1912 American silent film

The Adventure of the Italian Model is a 1912 American silent drama short film, directed by Van Dyke Brooke, written by Bertram Brooker and produced by Vitagraph Studios. An incomplete copy of the film survives in the EYE Film Institute Netherlands archive.

== Plot ==
A young artist, Aubrey, invites his beautiful model for a glass of wine after work, but her jealous lover, Luigi, spies her through the window and pours poison into one of the glasses. Aubrey then unknowingly hands his model the poisoned wine, which she drinks and falls ill. A doctor is called and takes her home, but the artist is arrested despite asserting his innocence. The detective, Lambert Chase, is called to work on the case and learns that the model has a lover who visited her frequently, and so disguises himself as a woman. In his disguise, he investigates the model's house, where he sees Luigi stalking about the house. Luigi follows Chase, hoping to gain information about his lovers state, when Chase makes his status known and Luigi flees. He runs to the pier and throws himself into the water with Chase not far behind, who captures him after a great struggle. At the police station, he is taken to a specially arranged room. A table is placed in front of a window with heavy drapes, recreating the scene of the crime, where Luigi is cross-examined.
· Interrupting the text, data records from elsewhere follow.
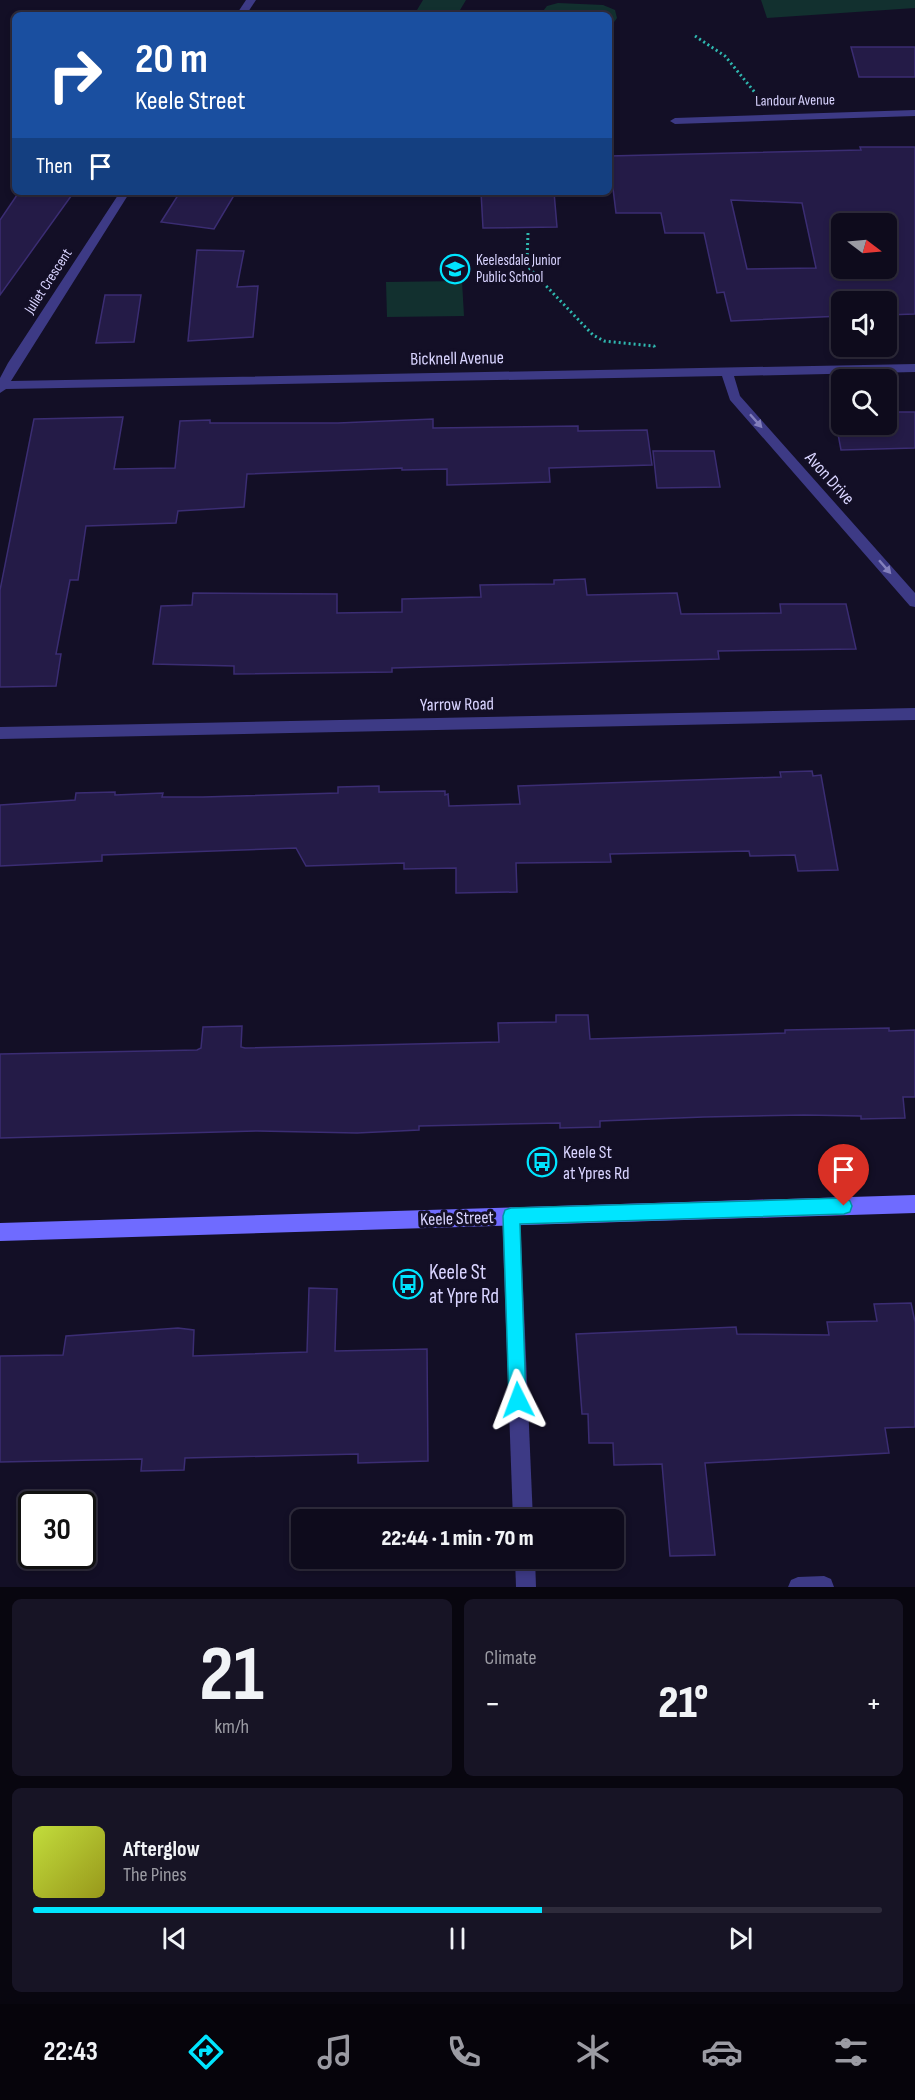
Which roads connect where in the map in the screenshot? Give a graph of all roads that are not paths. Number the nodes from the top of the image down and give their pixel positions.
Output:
1 (915, 113) edge
2 (675, 120) dead end
3 (123, 195) edge
4 (915, 368) edge
5 (727, 372) junction
6 (1, 386) edge
7 (915, 602) edge
8 (915, 714) edge
9 (0, 733) edge
10 (915, 1204) edge
11 (511, 1216) junction
12 (0, 1232) edge
13 (523, 1509) edge
14 (525, 1569) edge
15 (824, 1586) edge
16 (526, 1587) edge
17 (798, 1587) edge

1 - 2 street, Landour Avenue
3 - 6 street, Juliet Crescent
4 - 5 street, Bicknell Avenue
5 - 6 street, Bicknell Avenue
5 -> 7 street, Avon Drive
8 - 9 street, Yarrow Road
10 - 11 main road, Keele Street
11 - 12 main road, Keele Street
11 - 13 street
14 - 16 street
15 - 17 street

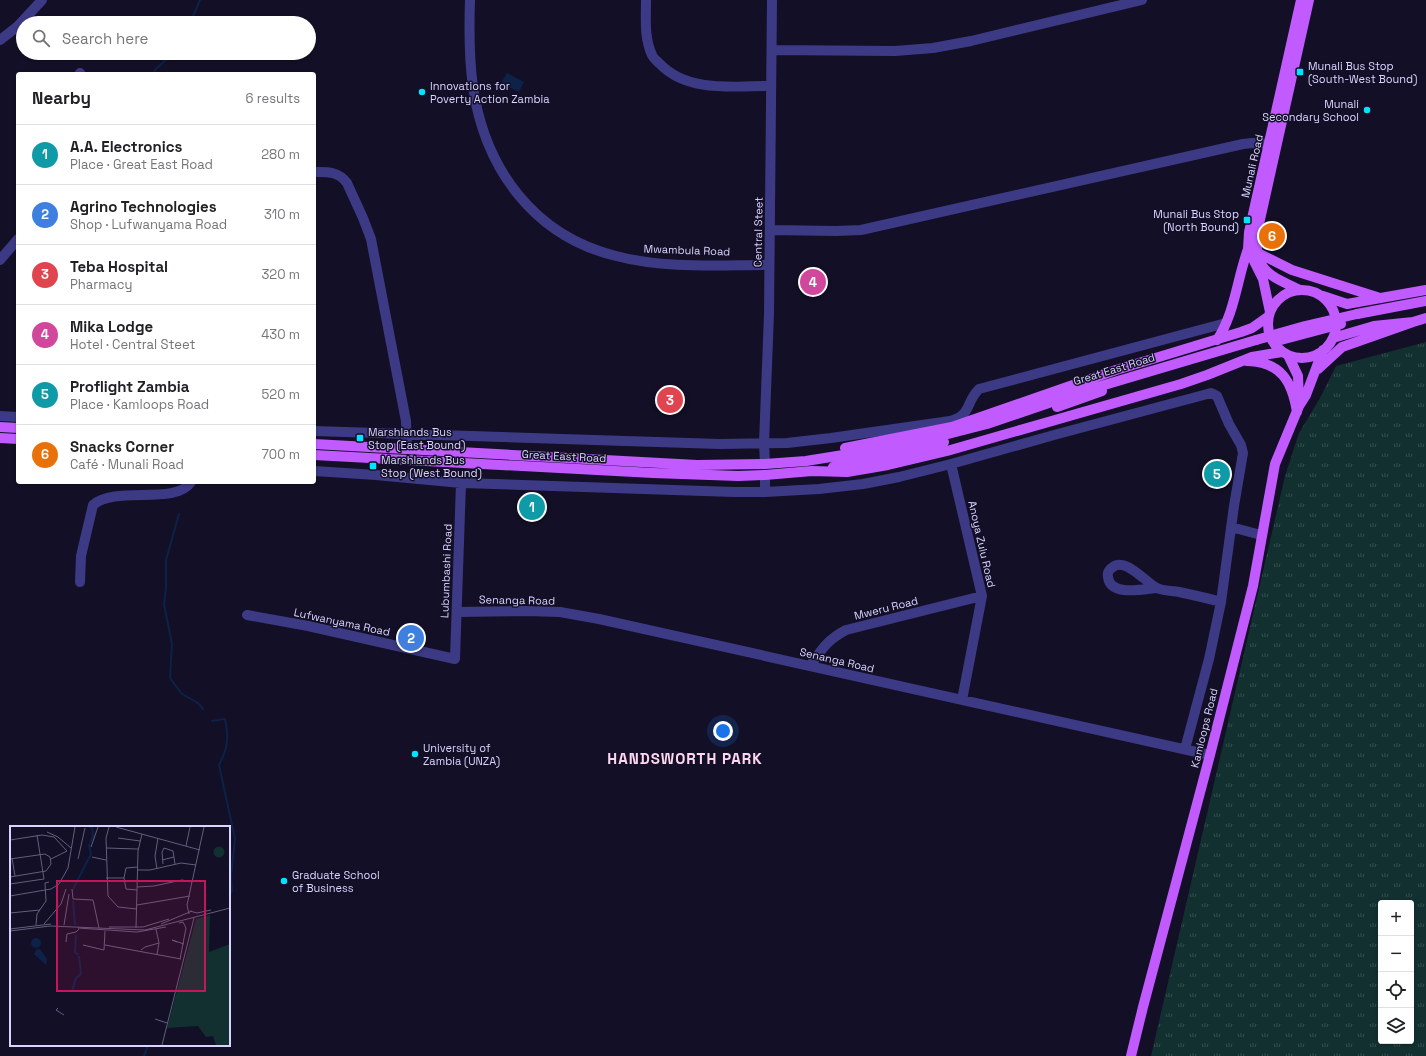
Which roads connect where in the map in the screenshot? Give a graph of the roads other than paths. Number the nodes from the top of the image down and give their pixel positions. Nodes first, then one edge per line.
1 (42, 0) edge
2 (470, 0) edge
3 (646, 0) edge
4 (772, 0) edge
5 (1142, 0) edge
6 (1302, 1) edge
7 (27, 16) edge
8 (16, 28) edge
9 (0, 40) edge
10 (772, 50) junction
11 (771, 86) junction
12 (1274, 144) junction
13 (316, 172) edge
14 (770, 230) junction
15 (16, 241) edge
16 (1251, 248) junction
17 (0, 260) edge
18 (769, 265) junction
19 (1298, 289) junction
20 (1426, 290) edge
21 (1323, 296) junction
22 (1380, 298) junction
23 (1426, 301) edge
24 (1426, 308) edge
25 (1269, 314) junction
26 (1358, 317) junction
27 (1426, 318) edge
28 (1413, 322) junction
29 (1226, 323) junction
30 (1333, 338) junction
31 (1217, 340) junction
32 (1256, 343) junction
33 (1323, 350) junction
34 (1285, 353) junction
35 (1237, 363) junction
36 (1315, 372) junction
37 (1298, 409) junction
38 (0, 416) edge
39 (16, 416) edge
40 (0, 427) edge
41 (16, 428) edge
42 (316, 431) edge
43 (407, 434) junction
44 (0, 438) edge
45 (16, 439) edge
46 (764, 443) junction
47 (316, 444) edge
48 (407, 449) junction
49 (316, 455) edge
50 (810, 460) junction
51 (765, 464) junction
52 (951, 464) junction
53 (316, 471) edge
54 (812, 471) junction
55 (765, 475) junction
56 (461, 483) junction
57 (190, 484) edge
58 (765, 492) junction
59 (1231, 527) junction
60 (1261, 535) junction
61 (80, 582) dead end
62 (1157, 588) dead end
63 (982, 596) junction
64 (1221, 602) junction
65 (457, 612) junction
66 (247, 615) dead end
67 (455, 659) joint
68 (810, 666) junction
69 (962, 700) junction
70 (1185, 749) junction
71 (1210, 755) junction
72 (1131, 1056) edge

1 - 7 street
2 - 18 street, Mwambula Road
3 - 11 street
4 - 10 street, Central Steet
5 - 10 street
6 - 12 main road, Munali Road
8 - 9 street
10 - 11 street, Central Steet
11 - 14 street, Central Steet
12 - 14 street
12 - 16 main road, Munali Road
13 - 43 street
14 - 18 street, Central Steet
15 - 17 street
16 - 19 main road
16 - 22 main road
16 - 25 main road
16 - 29 main road, Munali Road
18 - 46 street, Central Steet
19 - 21 main road
19 - 25 main road
20 - 22 main road
21 - 22 main road
21 - 30 main road
23 - 26 main road, Great East Road
24 - 26 main road, Great East Road
25 - 31 main road, Great East Road
25 - 34 main road
26 - 32 main road, Great East Road, bridge
27 - 28 main road
28 - 30 main road
28 - 36 main road
29 - 31 main road, Munali Road
29 - 46 street
30 - 33 main road
31 - 50 main road, Great East Road
32 - 50 main road, Great East Road
32 - 54 main road, Great East Road
33 - 34 main road
33 - 36 main road, Kamloops Road
34 - 35 main road, Great East Road
34 - 37 main road, Kamloops Road
35 - 37 main road
35 - 54 main road, Great East Road
36 - 37 main road, Kamloops Road
37 - 60 main road, Kamloops Road
38 - 39 street
40 - 41 main road
42 - 43 street
43 - 46 street
43 - 48 street
44 - 45 main road
46 - 51 street, Central Steet
47 - 48 main road, Great East Road
48 - 51 main road, Great East Road
49 - 55 main road, Great East Road
50 - 51 main road, Great East Road
52 - 58 street
52 - 59 street
52 - 63 street, Anoya Zulu Road
53 - 56 street
54 - 55 main road, Great East Road
55 - 58 street
56 - 58 street
56 - 65 street, Lubumbashi Road
57 - 61 street
59 - 60 street
59 - 64 street
60 - 71 main road, Kamloops Road
62 - 64 street
63 - 68 street, Mweru Road
63 - 69 street, Anoya Zulu Road
64 - 70 street
65 - 67 street, Lubumbashi Road
65 - 68 street, Senanga Road
66 - 67 street, Lufwanyama Road
68 - 69 street, Senanga Road
69 - 70 street, Senanga Road
70 - 71 street, Senanga Road
71 - 72 main road, Kamloops Road

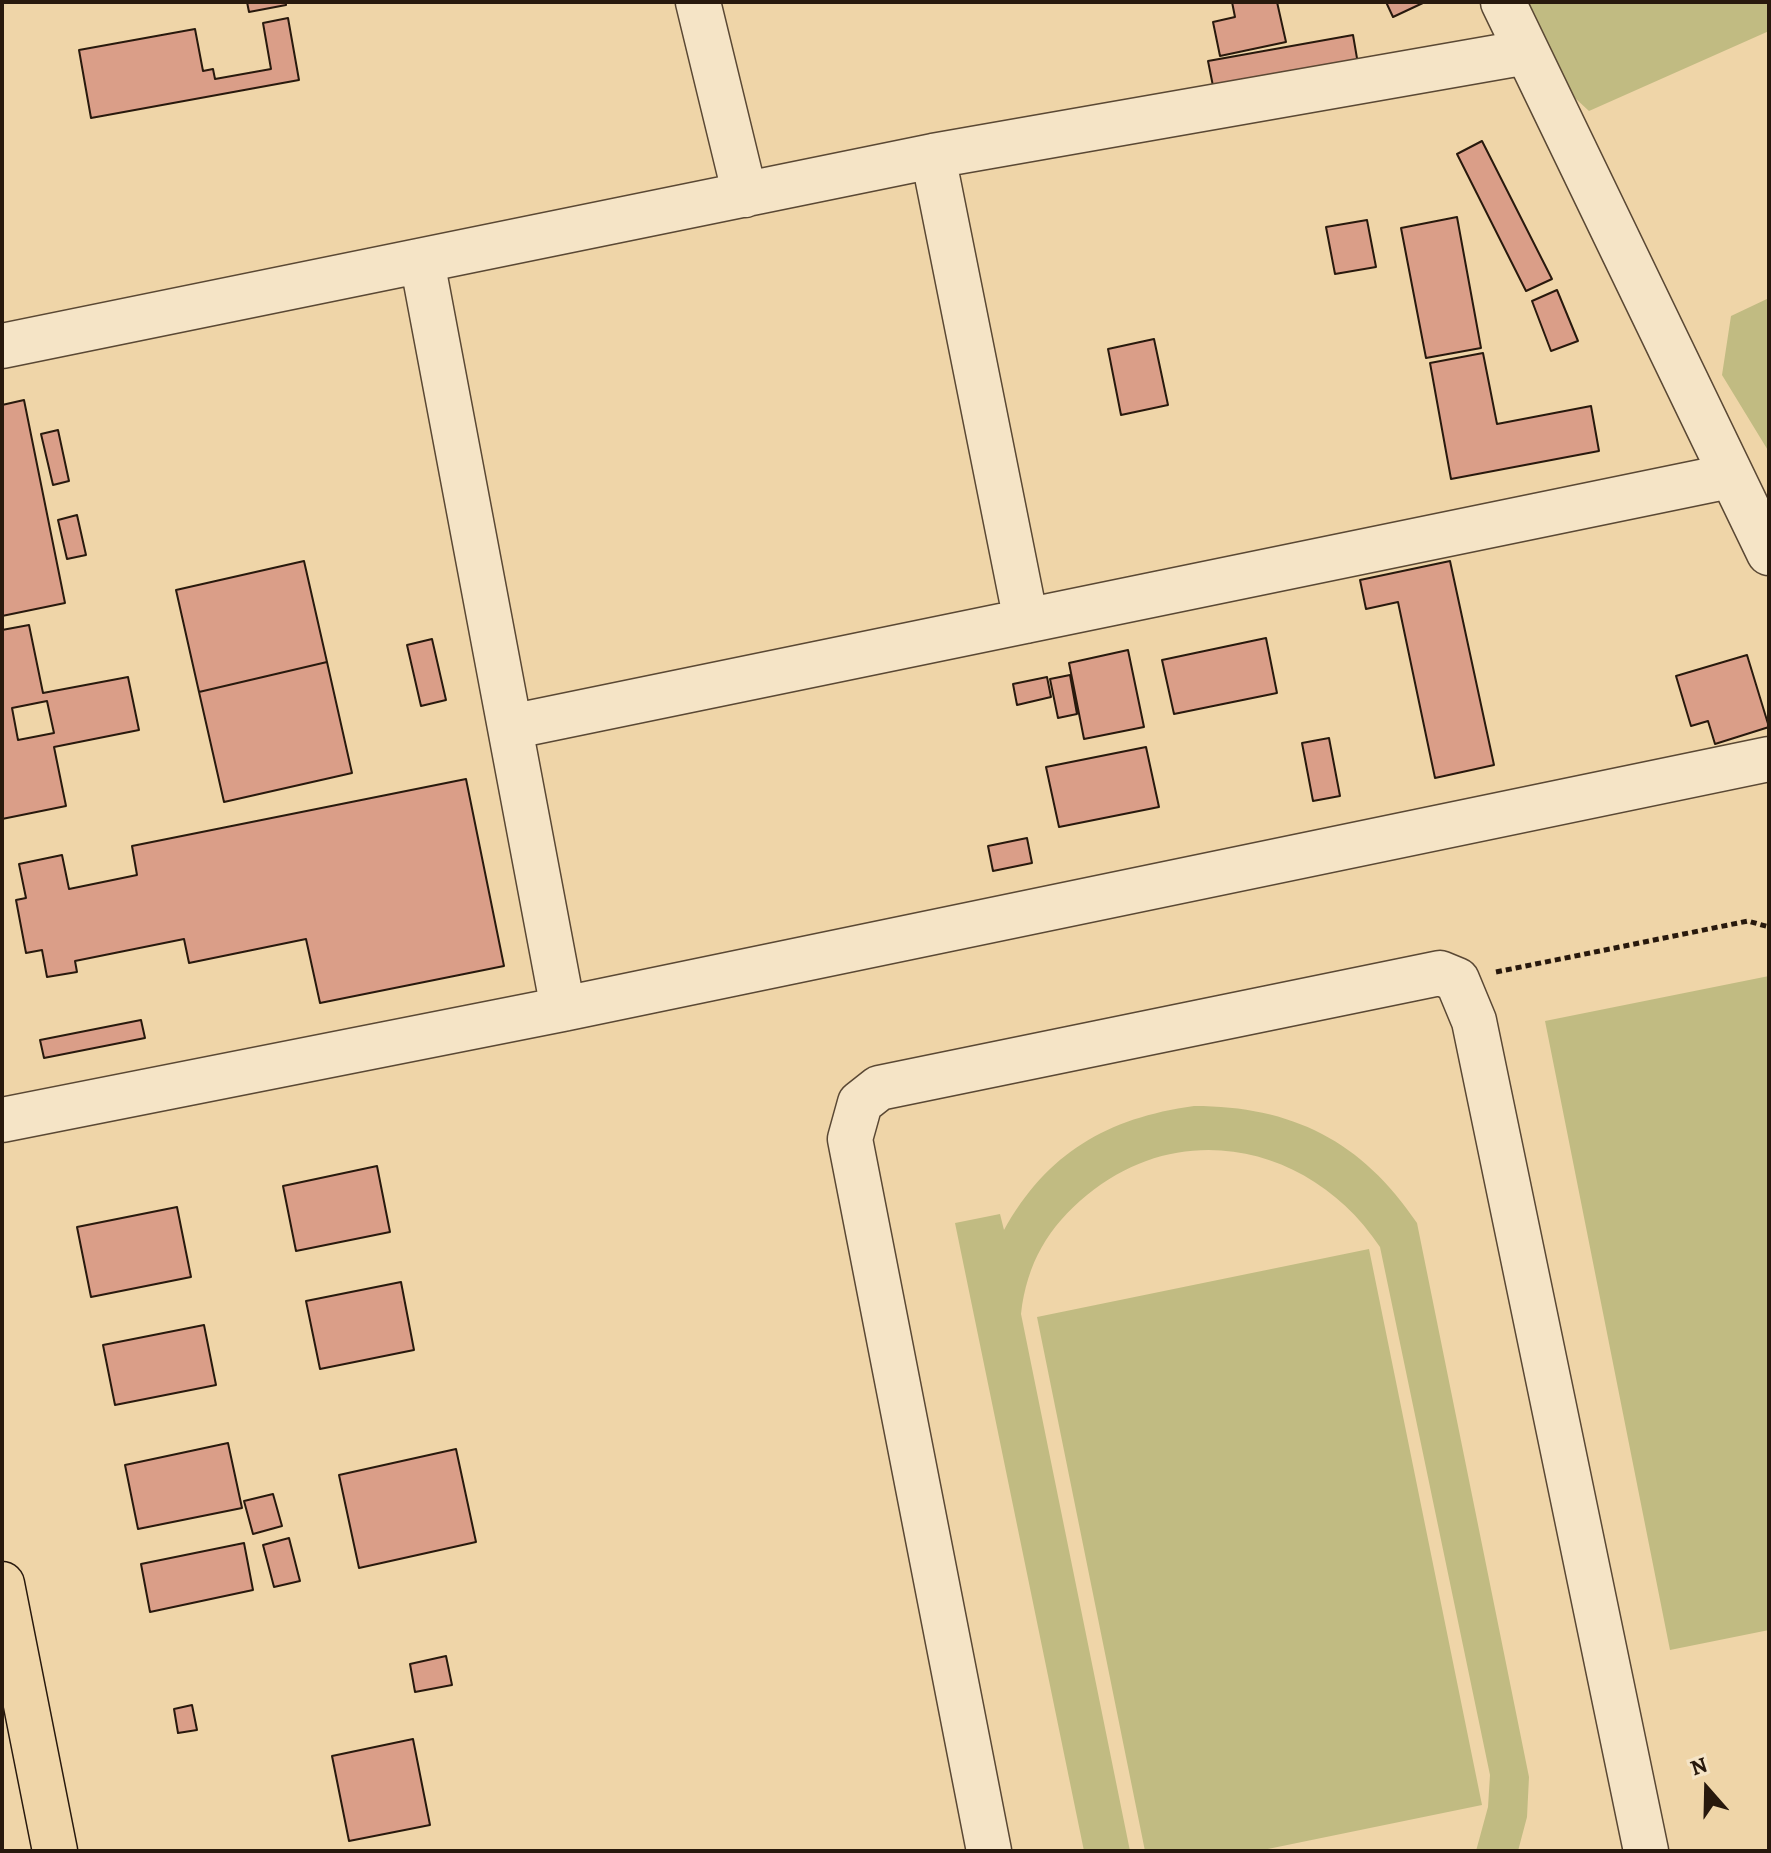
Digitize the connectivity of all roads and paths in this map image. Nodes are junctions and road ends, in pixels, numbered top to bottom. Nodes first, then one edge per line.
1 (698, 2) edge
2 (1503, 2) edge
3 (1527, 52) junction
4 (933, 156) junction
5 (745, 195) junction
6 (422, 261) junction
7 (2, 346) edge
8 (1730, 476) junction
9 (1769, 553) edge
10 (1026, 621) junction
11 (510, 727) junction
12 (1769, 759) edge
13 (1769, 927) edge
14 (1457, 980) junction
15 (563, 1009) junction
16 (2, 1120) edge
17 (2, 1584) edge
18 (55, 1851) edge
19 (989, 1851) edge
20 (1646, 1851) edge

1 - 5 street
2 - 3 street
3 - 4 street
3 - 8 street
4 - 5 street
4 - 10 street
5 - 6 street
6 - 7 street
6 - 11 street
8 - 9 street
8 - 10 street
10 - 11 street
11 - 15 street
12 - 15 street
13 - 14 path
14 - 19 street
14 - 20 street
15 - 16 street
17 - 18 main road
He denies all knowledge until the curtain is thrown aside and a hand reaches out to put poison into one of the glasses on the table, where the suspect is so shocked, he readily admits to the poisoning.

== Cast ==

- Maurice Costello as Lambert Chase - the Detective
- James Morrison as Aubrey
- Leah Baird as the Model
- Rose Tapley as the Model's Mother
- George Cooper as Luigi - the Model's Rejected Suitor

== Reception ==
Moving Picture Worlds review was positive and praised the story as "deeply intelligent."